- **Exercise directions**: Quote the records that follow in full and exactly; leave out the pictures.

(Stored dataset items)
= = = = = = =
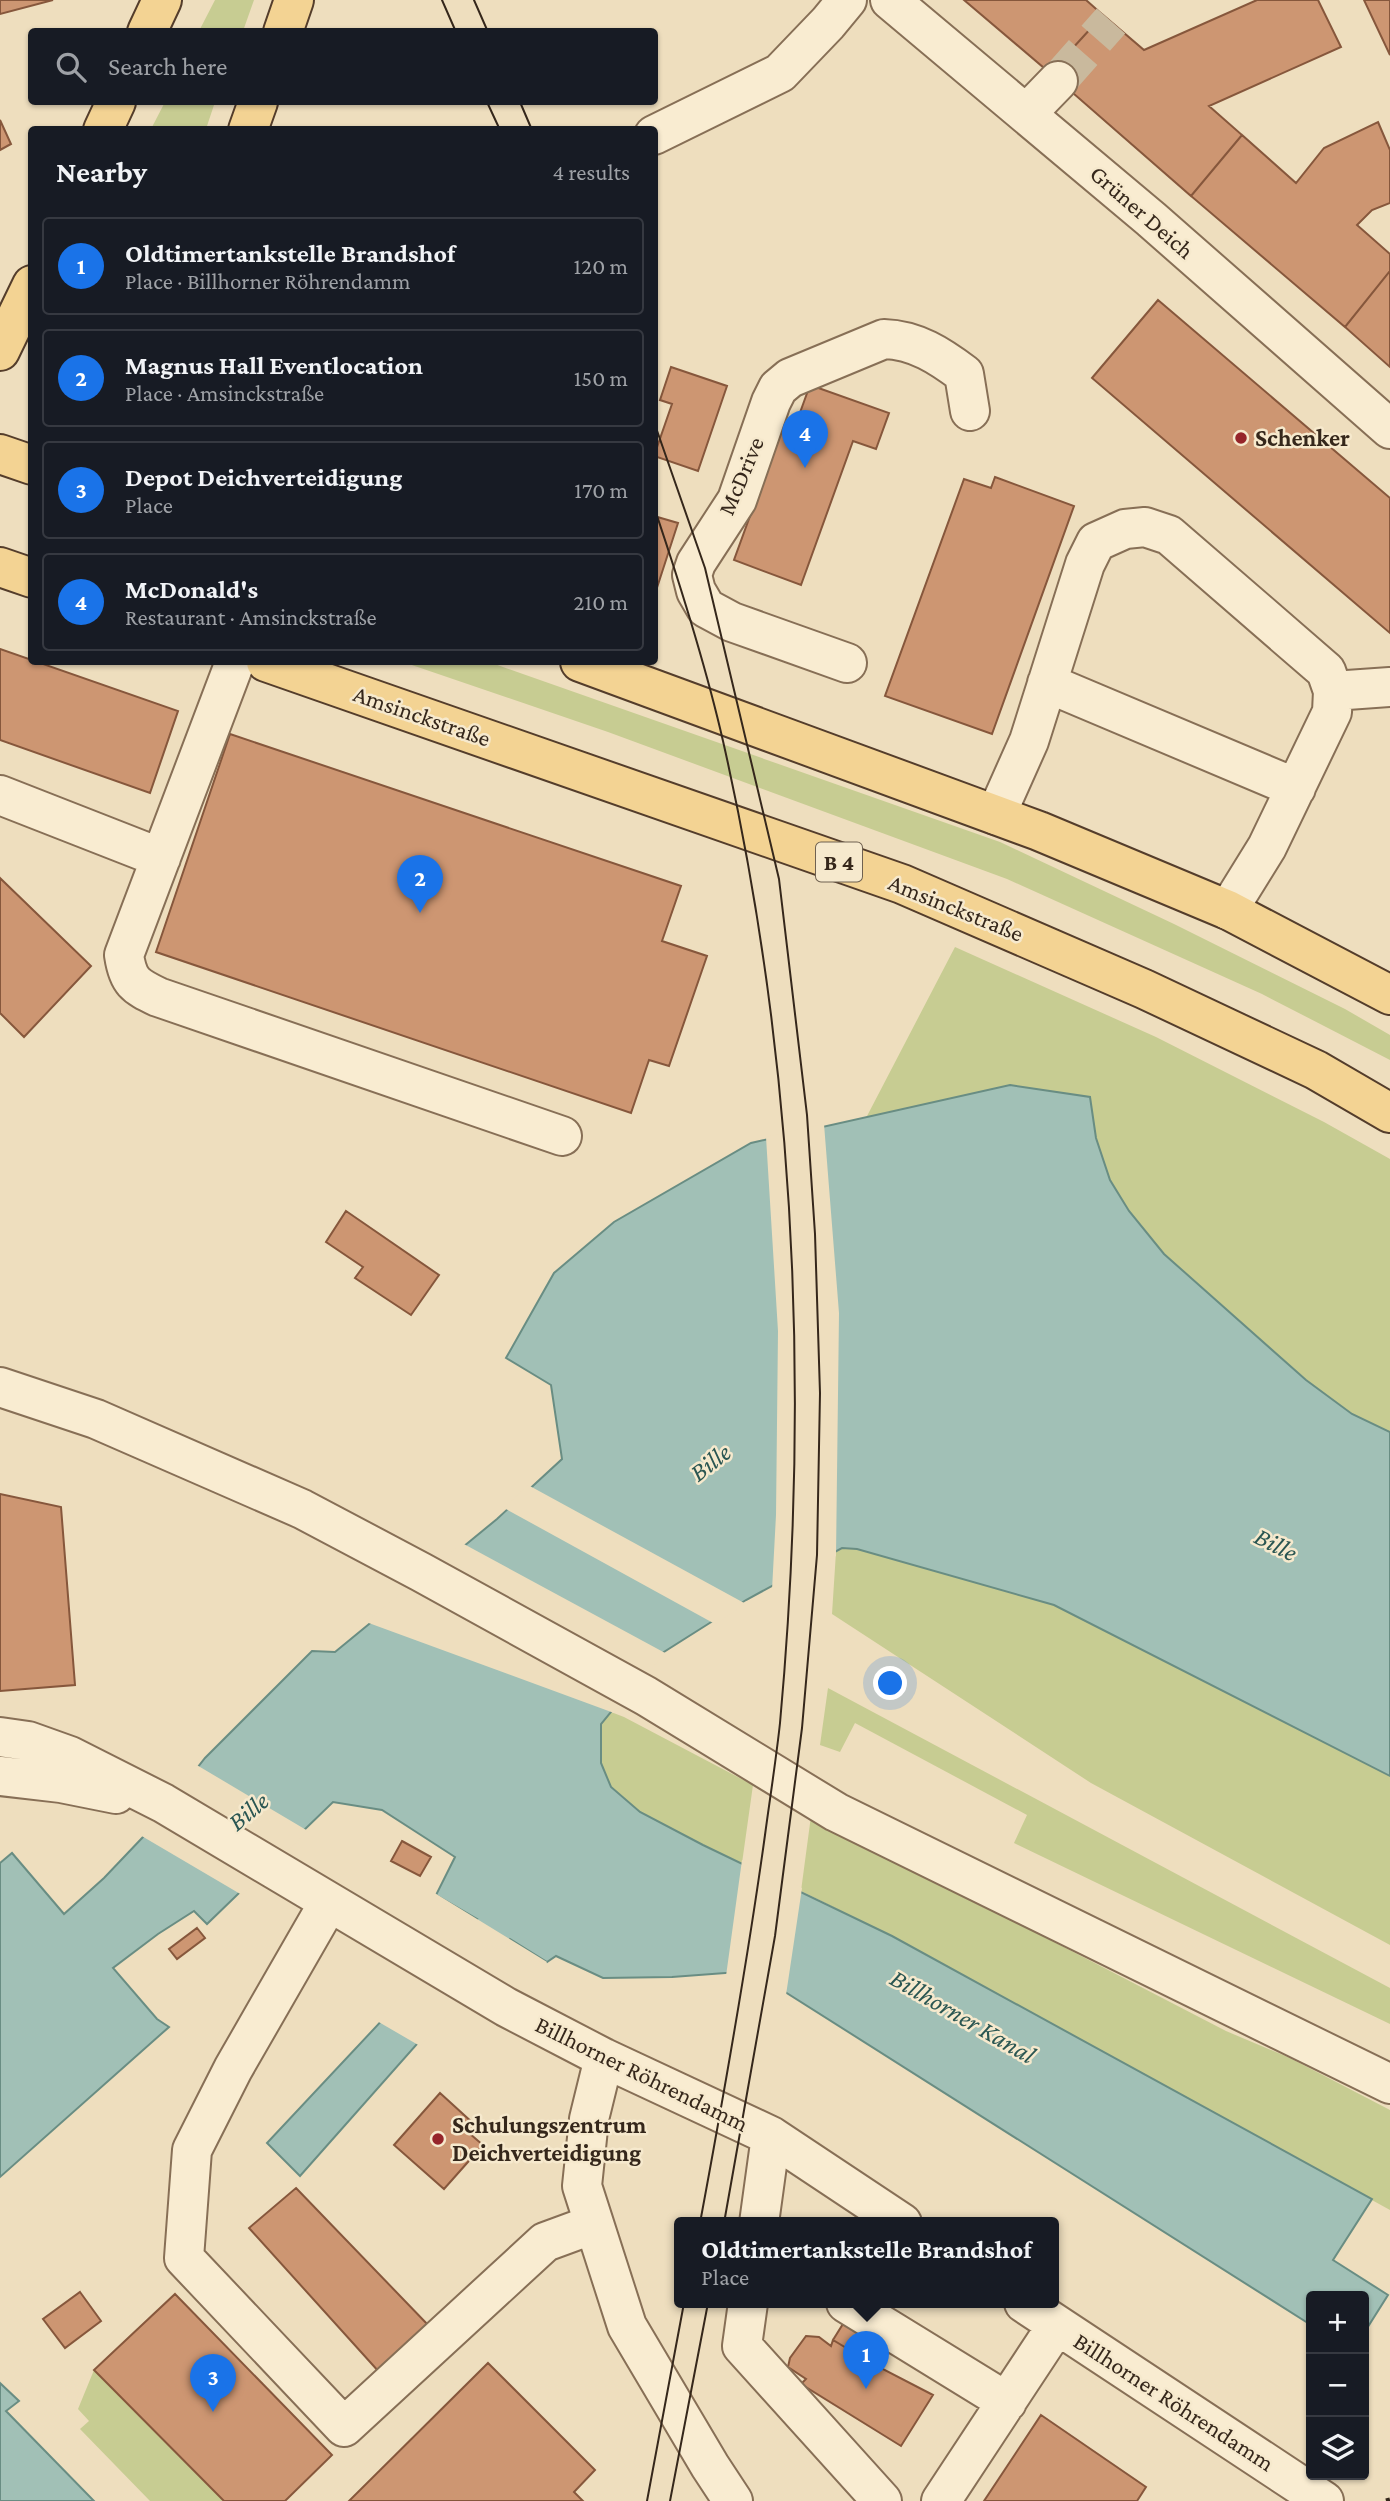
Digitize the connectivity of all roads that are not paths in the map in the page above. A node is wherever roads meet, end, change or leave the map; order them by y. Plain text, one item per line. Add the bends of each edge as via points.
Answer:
1 (162, 0) edge
2 (295, 0) edge
3 (847, 0) edge
4 (890, 0) edge
5 (149, 28) edge
6 (284, 28) edge
7 (1058, 80) tunnel mouth
8 (115, 105) edge
9 (1027, 113) junction
10 (105, 126) edge
11 (658, 133) edge
12 (28, 293) edge
13 (0, 351) edge
14 (970, 411) dead end
15 (1390, 429) edge
16 (0, 454) edge
17 (28, 464) edge
18 (28, 555) edge
19 (0, 565) edge
20 (28, 577) edge
21 (847, 663) dead end
22 (234, 665) edge
23 (275, 665) edge
24 (596, 665) edge
25 (1047, 683) junction
26 (1390, 687) edge
27 (1333, 691) junction
28 (1296, 788) junction
29 (0, 796) edge
30 (996, 815) junction
31 (161, 858) junction
32 (1228, 909) junction
33 (1390, 995) edge
34 (1390, 1113) edge
35 (562, 1136) dead end
36 (0, 1387) edge
37 (0, 1737) edge
38 (0, 1776) edge
39 (163, 1803) junction
40 (329, 1902) junction
41 (604, 2057) junction
42 (1390, 2084) edge
43 (771, 2136) junction
44 (760, 2217) edge
45 (893, 2217) edge
46 (594, 2224) junction
47 (747, 2308) edge
48 (854, 2308) edge
49 (1032, 2308) edge
50 (1057, 2325) junction
51 (1007, 2402) junction
52 (733, 2501) edge
53 (882, 2501) edge
54 (941, 2501) edge
55 (1324, 2501) edge

1 - 5 main road
2 - 6 main road
3 - 11 street via 780,73
4 - 9 street, Grüner Deich
7 - 9 street
8 - 10 main road
9 - 15 street, Grüner Deich
12 - 13 main road
14 - 21 street, McDrive via 964,374 936,353 892,339 790,378 771,402 737,500 696,563 692,575 696,591 706,608 732,622
16 - 17 main road
18 - 19 main road
19 - 20 main road
22 - 31 street
23 - 34 main road, Amsinckstraße / B 4 via 902,884 1144,989 1316,1070
24 - 30 main road
25 - 27 street via 1096,542 1125,529 1145,527 1169,535 1326,671
25 - 28 street
25 - 30 street
26 - 27 street
27 - 28 street via 1332,712
28 - 32 street via 1267,847
29 - 31 street
30 - 32 main road
31 - 35 street via 124,955 127,973 138,988
32 - 33 main road
36 - 42 street via 96,1419 302,1509 646,1696 836,1812
37 - 39 street, Billhorner Röhrendamm via 70,1756
38 - 39 street
39 - 40 street, Billhorner Röhrendamm
40 - 41 street, Billhorner Röhrendamm via 506,2007
40 - 46 street via 192,2150 184,2258 344,2427 545,2242
41 - 43 street, Billhorner Röhrendamm
41 - 46 street via 589,2119 582,2186
43 - 44 street
43 - 45 street, Billhorner Röhrendamm
46 - 52 street via 627,2326
47 - 53 street via 742,2346
48 - 51 street
49 - 50 street, Billhorner Röhrendamm
50 - 51 street
50 - 55 street, Billhorner Röhrendamm
51 - 54 street

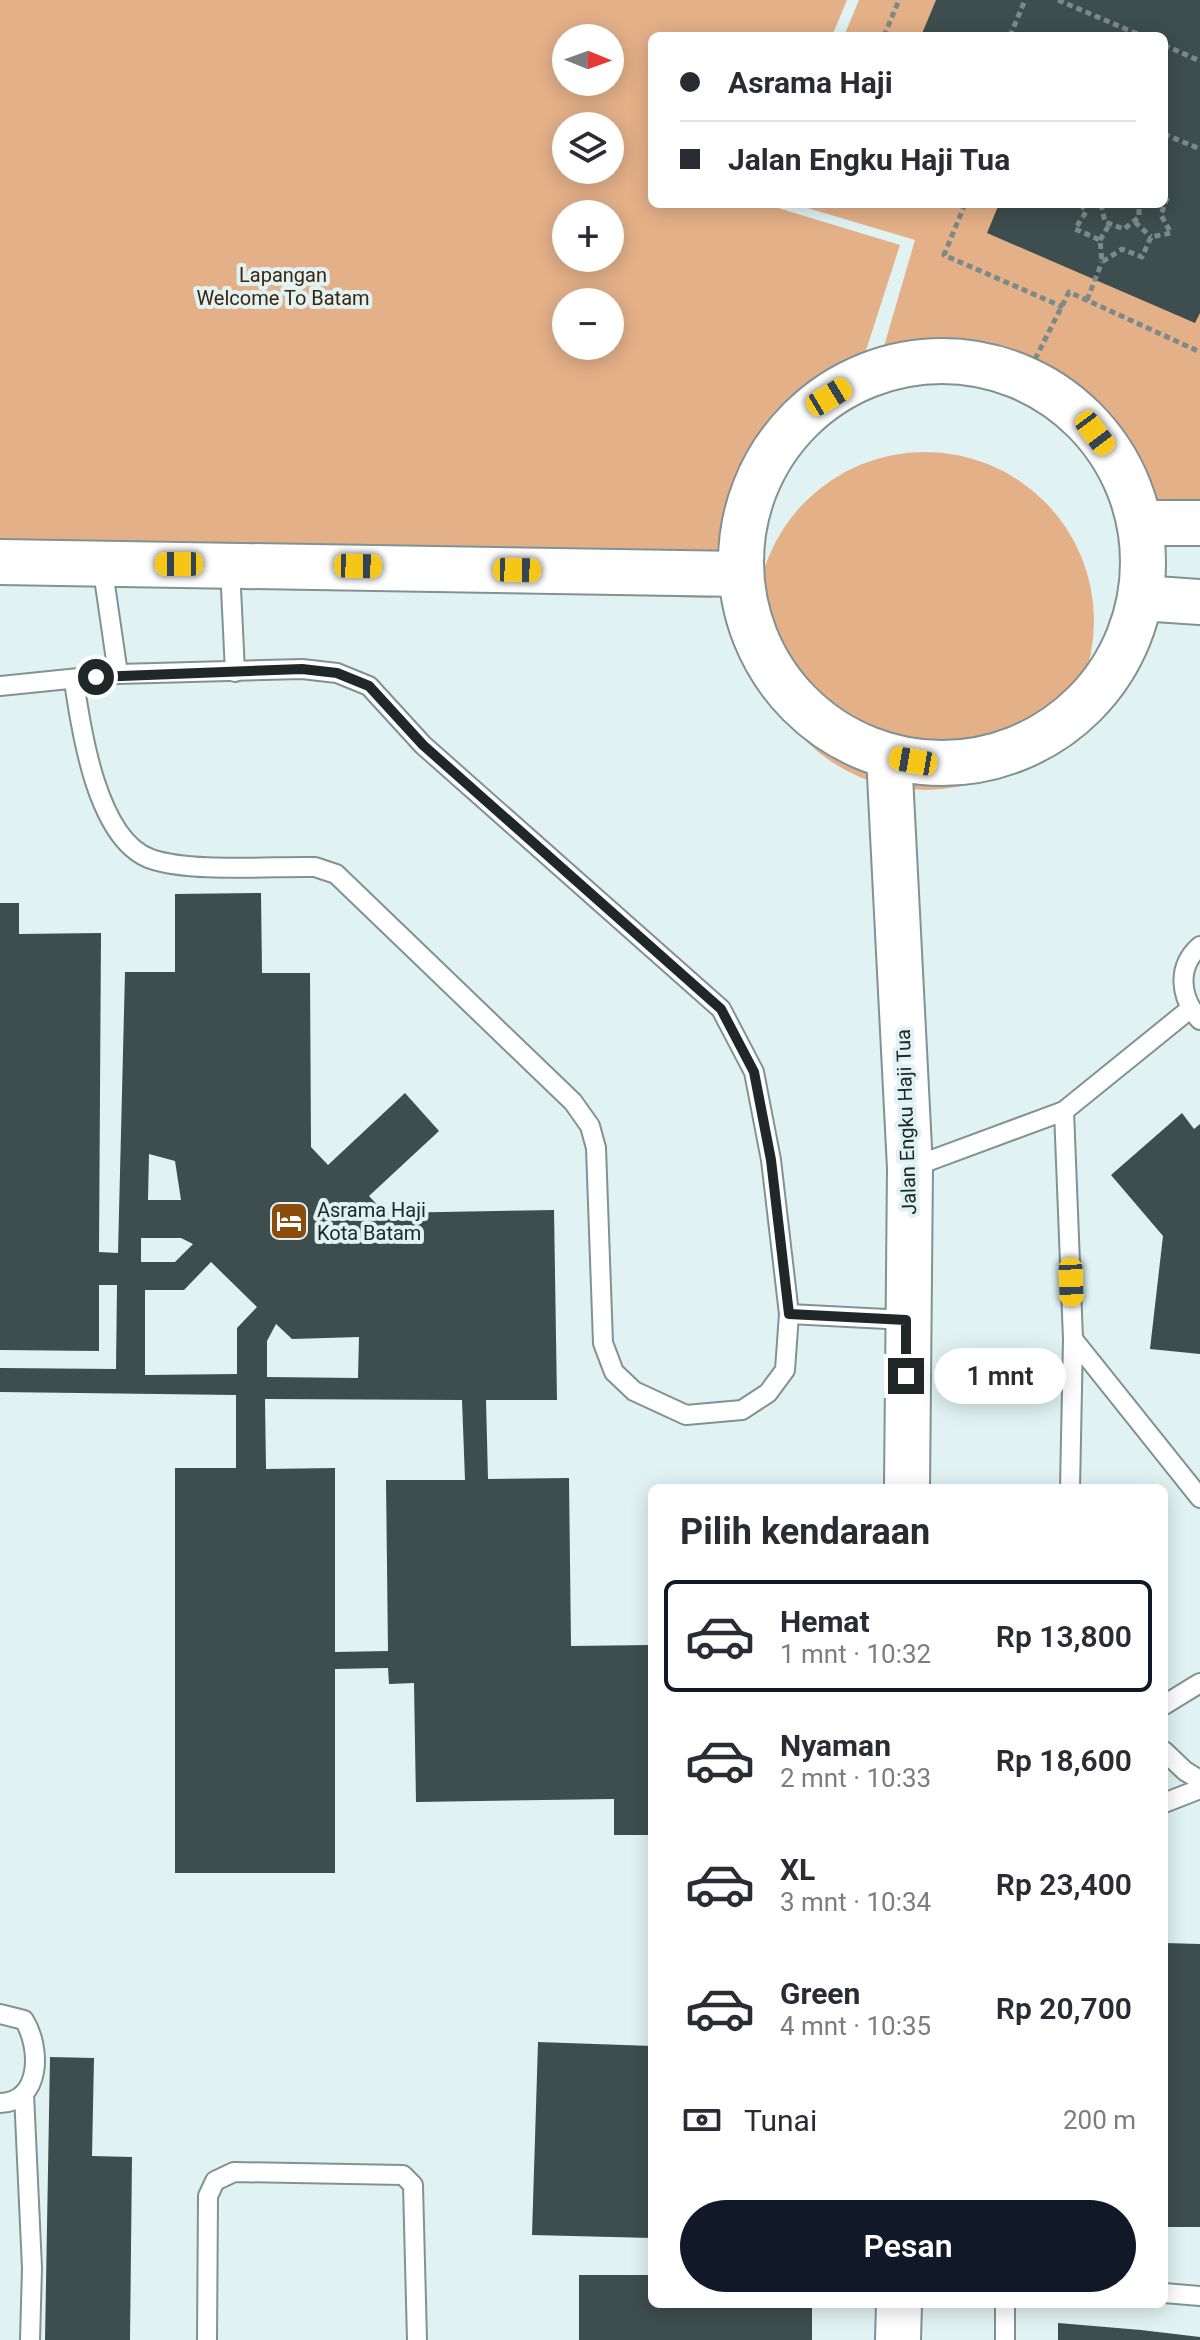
= = = = = = =
- **Output**:
Digitize the connectivity of all roads that are not paths in the map in the page above. A node is wherever roads meet, end, change or leave the map; order them by y. Plain text, one item per line. Add the bends of each edge as via points.
Answer:
1 (162, 0) edge
2 (295, 0) edge
3 (847, 0) edge
4 (890, 0) edge
5 (149, 28) edge
6 (284, 28) edge
7 (1058, 80) tunnel mouth
8 (115, 105) edge
9 (1027, 113) junction
10 (105, 126) edge
11 (658, 133) edge
12 (28, 293) edge
13 (0, 351) edge
14 (970, 411) dead end
15 (1390, 429) edge
16 (0, 454) edge
17 (28, 464) edge
18 (28, 555) edge
19 (0, 565) edge
20 (28, 577) edge
21 (847, 663) dead end
22 (234, 665) edge
23 (275, 665) edge
24 (596, 665) edge
25 (1047, 683) junction
26 (1390, 687) edge
27 (1333, 691) junction
28 (1296, 788) junction
29 (0, 796) edge
30 (996, 815) junction
31 (161, 858) junction
32 (1228, 909) junction
33 (1390, 995) edge
34 (1390, 1113) edge
35 (562, 1136) dead end
36 (0, 1387) edge
37 (0, 1737) edge
38 (0, 1776) edge
39 (163, 1803) junction
40 (329, 1902) junction
41 (604, 2057) junction
42 (1390, 2084) edge
43 (771, 2136) junction
44 (760, 2217) edge
45 (893, 2217) edge
46 (594, 2224) junction
47 (747, 2308) edge
48 (854, 2308) edge
49 (1032, 2308) edge
50 (1057, 2325) junction
51 (1007, 2402) junction
52 (733, 2501) edge
53 (882, 2501) edge
54 (941, 2501) edge
55 (1324, 2501) edge

1 - 5 main road
2 - 6 main road
3 - 11 street via 780,73
4 - 9 street, Grüner Deich
7 - 9 street
8 - 10 main road
9 - 15 street, Grüner Deich
12 - 13 main road
14 - 21 street, McDrive via 964,374 936,353 892,339 790,378 771,402 737,500 696,563 692,575 696,591 706,608 732,622
16 - 17 main road
18 - 19 main road
19 - 20 main road
22 - 31 street
23 - 34 main road, Amsinckstraße / B 4 via 902,884 1144,989 1316,1070
24 - 30 main road
25 - 27 street via 1096,542 1125,529 1145,527 1169,535 1326,671
25 - 28 street
25 - 30 street
26 - 27 street
27 - 28 street via 1332,712
28 - 32 street via 1267,847
29 - 31 street
30 - 32 main road
31 - 35 street via 124,955 127,973 138,988
32 - 33 main road
36 - 42 street via 96,1419 302,1509 646,1696 836,1812
37 - 39 street, Billhorner Röhrendamm via 70,1756
38 - 39 street
39 - 40 street, Billhorner Röhrendamm
40 - 41 street, Billhorner Röhrendamm via 506,2007
40 - 46 street via 192,2150 184,2258 344,2427 545,2242
41 - 43 street, Billhorner Röhrendamm
41 - 46 street via 589,2119 582,2186
43 - 44 street
43 - 45 street, Billhorner Röhrendamm
46 - 52 street via 627,2326
47 - 53 street via 742,2346
48 - 51 street
49 - 50 street, Billhorner Röhrendamm
50 - 51 street
50 - 55 street, Billhorner Röhrendamm
51 - 54 street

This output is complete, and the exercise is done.